Scan the records below. List lines holding "CHOCTAW".

◆ ◆ ◆

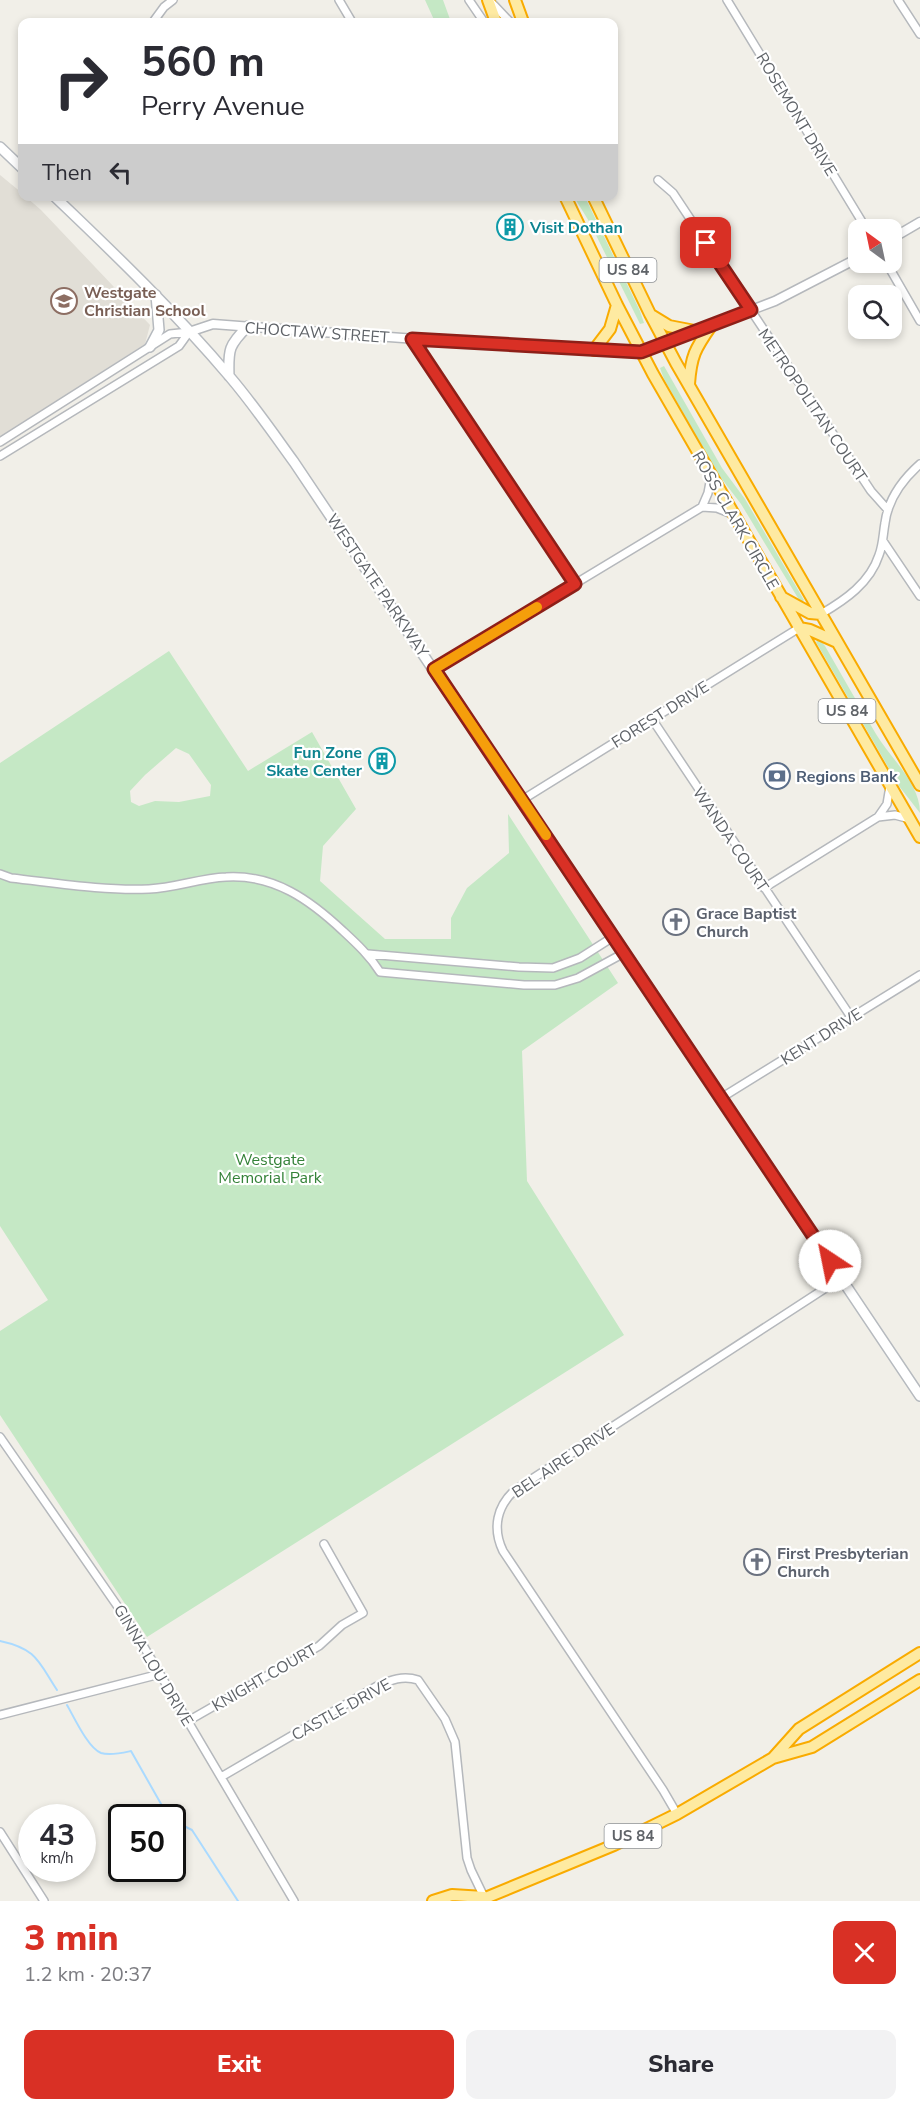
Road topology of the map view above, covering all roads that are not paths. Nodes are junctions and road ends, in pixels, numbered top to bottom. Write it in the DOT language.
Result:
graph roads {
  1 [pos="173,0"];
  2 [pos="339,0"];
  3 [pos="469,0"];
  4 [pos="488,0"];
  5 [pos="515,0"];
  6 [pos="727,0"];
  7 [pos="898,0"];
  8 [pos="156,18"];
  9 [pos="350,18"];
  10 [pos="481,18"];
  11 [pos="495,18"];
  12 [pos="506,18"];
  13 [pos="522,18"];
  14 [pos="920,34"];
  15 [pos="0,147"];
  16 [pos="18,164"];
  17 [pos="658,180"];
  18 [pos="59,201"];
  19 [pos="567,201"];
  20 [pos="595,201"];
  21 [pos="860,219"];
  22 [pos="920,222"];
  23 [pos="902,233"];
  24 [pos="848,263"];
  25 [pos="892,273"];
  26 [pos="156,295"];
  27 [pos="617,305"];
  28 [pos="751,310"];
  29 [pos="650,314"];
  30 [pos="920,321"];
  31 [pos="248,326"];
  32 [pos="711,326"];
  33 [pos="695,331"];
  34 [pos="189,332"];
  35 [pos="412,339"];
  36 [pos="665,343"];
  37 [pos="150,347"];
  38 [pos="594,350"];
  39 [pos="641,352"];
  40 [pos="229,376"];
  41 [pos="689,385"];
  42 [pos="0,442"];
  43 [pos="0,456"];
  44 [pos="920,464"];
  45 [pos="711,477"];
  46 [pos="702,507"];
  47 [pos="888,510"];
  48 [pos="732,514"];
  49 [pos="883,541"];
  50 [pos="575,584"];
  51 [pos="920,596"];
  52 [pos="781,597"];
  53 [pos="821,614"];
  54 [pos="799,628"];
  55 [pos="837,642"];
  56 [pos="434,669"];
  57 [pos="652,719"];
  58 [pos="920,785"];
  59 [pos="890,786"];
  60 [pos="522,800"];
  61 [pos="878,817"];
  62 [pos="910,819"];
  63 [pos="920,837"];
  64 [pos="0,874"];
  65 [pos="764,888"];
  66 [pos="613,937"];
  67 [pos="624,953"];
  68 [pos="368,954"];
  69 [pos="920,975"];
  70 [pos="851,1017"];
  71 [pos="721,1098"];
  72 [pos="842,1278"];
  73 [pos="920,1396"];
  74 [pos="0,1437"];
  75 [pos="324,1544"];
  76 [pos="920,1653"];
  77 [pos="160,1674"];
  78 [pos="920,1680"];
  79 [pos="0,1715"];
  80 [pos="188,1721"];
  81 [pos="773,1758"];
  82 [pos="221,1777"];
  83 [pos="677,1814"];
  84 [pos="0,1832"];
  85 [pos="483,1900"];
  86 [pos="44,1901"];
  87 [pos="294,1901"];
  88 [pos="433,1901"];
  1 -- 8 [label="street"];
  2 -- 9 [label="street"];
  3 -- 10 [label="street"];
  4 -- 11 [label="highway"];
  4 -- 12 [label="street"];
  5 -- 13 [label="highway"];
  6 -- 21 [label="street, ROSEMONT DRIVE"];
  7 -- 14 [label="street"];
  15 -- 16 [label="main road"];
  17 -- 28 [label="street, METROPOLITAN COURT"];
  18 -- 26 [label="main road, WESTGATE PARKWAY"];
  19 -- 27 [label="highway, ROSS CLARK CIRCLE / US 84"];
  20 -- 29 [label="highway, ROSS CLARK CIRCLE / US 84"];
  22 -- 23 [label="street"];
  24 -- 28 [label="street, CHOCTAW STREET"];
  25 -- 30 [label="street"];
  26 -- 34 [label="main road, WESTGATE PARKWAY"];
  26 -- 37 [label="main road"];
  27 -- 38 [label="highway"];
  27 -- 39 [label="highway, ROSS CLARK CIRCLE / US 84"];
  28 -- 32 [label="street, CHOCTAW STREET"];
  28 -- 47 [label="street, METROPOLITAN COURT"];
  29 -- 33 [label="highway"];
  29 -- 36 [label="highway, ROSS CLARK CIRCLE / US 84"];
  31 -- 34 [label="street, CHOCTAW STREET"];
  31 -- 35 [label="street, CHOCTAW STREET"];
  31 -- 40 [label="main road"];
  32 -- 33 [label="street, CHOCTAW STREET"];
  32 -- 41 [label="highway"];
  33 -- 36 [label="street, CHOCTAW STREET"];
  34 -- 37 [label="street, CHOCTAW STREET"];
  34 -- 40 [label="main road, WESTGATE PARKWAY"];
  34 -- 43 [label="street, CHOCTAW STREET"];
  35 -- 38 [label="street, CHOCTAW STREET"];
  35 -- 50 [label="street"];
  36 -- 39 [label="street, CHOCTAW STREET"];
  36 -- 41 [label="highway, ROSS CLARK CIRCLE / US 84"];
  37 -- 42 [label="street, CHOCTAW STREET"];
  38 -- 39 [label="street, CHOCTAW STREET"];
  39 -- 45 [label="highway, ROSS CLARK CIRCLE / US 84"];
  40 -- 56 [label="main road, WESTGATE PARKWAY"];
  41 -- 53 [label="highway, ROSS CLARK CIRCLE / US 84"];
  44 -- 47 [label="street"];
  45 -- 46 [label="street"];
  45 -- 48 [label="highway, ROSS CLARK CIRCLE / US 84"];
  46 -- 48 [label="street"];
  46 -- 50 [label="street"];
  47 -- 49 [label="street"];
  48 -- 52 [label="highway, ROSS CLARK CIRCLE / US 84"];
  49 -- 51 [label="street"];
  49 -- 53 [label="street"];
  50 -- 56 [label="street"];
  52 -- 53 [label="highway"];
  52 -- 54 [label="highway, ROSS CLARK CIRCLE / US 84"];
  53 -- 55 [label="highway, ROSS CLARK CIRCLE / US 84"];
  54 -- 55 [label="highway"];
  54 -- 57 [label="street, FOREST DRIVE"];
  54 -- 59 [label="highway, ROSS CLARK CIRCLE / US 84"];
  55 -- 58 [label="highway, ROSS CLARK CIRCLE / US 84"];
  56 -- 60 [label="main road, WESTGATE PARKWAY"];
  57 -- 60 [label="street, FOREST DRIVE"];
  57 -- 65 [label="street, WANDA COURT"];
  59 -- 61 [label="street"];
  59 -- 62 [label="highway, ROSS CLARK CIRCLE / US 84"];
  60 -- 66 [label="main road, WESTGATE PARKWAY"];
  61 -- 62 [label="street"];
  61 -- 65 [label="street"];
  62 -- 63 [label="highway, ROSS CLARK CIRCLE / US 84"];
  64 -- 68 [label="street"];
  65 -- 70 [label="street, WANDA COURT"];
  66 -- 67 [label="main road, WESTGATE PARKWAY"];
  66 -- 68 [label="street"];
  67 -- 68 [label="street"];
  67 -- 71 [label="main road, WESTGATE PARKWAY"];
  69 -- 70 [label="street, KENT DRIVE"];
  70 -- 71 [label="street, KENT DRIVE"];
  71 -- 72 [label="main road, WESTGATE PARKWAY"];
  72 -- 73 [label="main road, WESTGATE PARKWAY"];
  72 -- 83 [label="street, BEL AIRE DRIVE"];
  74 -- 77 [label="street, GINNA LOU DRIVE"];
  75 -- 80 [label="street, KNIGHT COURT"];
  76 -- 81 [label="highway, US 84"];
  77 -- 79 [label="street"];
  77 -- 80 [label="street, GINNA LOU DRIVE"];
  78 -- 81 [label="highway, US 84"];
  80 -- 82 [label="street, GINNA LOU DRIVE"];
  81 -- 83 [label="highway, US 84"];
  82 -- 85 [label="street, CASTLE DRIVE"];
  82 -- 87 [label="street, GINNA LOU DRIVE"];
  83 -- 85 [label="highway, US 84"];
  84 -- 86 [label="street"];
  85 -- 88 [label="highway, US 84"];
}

◆ ◆ ◆

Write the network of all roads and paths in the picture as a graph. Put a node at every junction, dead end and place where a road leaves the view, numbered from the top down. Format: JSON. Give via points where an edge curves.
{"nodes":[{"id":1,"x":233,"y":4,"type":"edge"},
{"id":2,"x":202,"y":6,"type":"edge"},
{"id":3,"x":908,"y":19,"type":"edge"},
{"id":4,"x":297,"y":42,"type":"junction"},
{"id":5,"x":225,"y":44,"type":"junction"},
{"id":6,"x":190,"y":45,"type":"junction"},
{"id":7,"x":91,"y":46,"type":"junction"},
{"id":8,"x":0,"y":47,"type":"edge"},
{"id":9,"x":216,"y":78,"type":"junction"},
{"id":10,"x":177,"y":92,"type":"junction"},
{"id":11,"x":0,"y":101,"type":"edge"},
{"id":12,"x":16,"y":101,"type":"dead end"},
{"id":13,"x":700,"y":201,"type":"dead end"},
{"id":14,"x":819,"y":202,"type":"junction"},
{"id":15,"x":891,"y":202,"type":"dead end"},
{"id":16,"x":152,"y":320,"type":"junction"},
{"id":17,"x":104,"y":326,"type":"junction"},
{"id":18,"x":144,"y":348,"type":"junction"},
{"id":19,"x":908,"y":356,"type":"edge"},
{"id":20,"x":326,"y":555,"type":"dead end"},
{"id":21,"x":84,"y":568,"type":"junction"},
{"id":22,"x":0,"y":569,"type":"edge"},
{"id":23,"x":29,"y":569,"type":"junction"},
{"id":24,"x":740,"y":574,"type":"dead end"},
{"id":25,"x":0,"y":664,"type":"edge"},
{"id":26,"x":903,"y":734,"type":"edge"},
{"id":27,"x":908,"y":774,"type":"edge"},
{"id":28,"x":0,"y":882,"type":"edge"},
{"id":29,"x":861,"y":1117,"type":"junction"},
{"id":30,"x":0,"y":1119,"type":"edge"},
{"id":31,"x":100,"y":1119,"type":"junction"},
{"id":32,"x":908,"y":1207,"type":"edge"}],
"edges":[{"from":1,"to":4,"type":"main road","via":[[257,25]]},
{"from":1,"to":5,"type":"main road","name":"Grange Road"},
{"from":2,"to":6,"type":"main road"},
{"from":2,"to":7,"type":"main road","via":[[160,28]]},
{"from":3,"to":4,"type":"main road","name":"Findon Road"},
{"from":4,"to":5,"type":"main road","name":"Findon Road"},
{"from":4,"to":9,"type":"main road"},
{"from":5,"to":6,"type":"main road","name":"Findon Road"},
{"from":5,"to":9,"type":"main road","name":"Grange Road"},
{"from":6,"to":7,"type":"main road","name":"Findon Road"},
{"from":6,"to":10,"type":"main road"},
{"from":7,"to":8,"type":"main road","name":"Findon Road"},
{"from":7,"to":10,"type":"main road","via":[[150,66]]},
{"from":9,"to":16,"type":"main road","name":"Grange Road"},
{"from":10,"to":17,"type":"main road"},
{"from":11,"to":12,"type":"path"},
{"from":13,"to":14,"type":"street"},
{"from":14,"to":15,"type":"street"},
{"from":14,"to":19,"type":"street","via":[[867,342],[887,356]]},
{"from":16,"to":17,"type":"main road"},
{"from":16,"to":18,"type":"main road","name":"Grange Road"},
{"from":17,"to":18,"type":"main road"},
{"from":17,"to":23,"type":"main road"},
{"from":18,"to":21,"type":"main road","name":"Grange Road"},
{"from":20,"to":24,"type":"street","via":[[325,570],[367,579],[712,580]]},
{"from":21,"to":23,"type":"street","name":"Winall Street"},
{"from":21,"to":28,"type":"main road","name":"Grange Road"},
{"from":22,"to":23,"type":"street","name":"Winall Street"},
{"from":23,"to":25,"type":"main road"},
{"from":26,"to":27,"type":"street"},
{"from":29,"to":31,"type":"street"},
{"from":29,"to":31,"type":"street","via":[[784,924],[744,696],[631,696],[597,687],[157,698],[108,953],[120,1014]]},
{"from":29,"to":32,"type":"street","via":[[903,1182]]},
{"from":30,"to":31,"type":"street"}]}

◆ ◆ ◆

Answer section:
  24 -- 28 [label="street, CHOCTAW STREET"];
  28 -- 32 [label="street, CHOCTAW STREET"];
  31 -- 34 [label="street, CHOCTAW STREET"];
  31 -- 35 [label="street, CHOCTAW STREET"];
  32 -- 33 [label="street, CHOCTAW STREET"];
  33 -- 36 [label="street, CHOCTAW STREET"];
  34 -- 37 [label="street, CHOCTAW STREET"];
  34 -- 43 [label="street, CHOCTAW STREET"];
  35 -- 38 [label="street, CHOCTAW STREET"];
  36 -- 39 [label="street, CHOCTAW STREET"];
  37 -- 42 [label="street, CHOCTAW STREET"];
  38 -- 39 [label="street, CHOCTAW STREET"];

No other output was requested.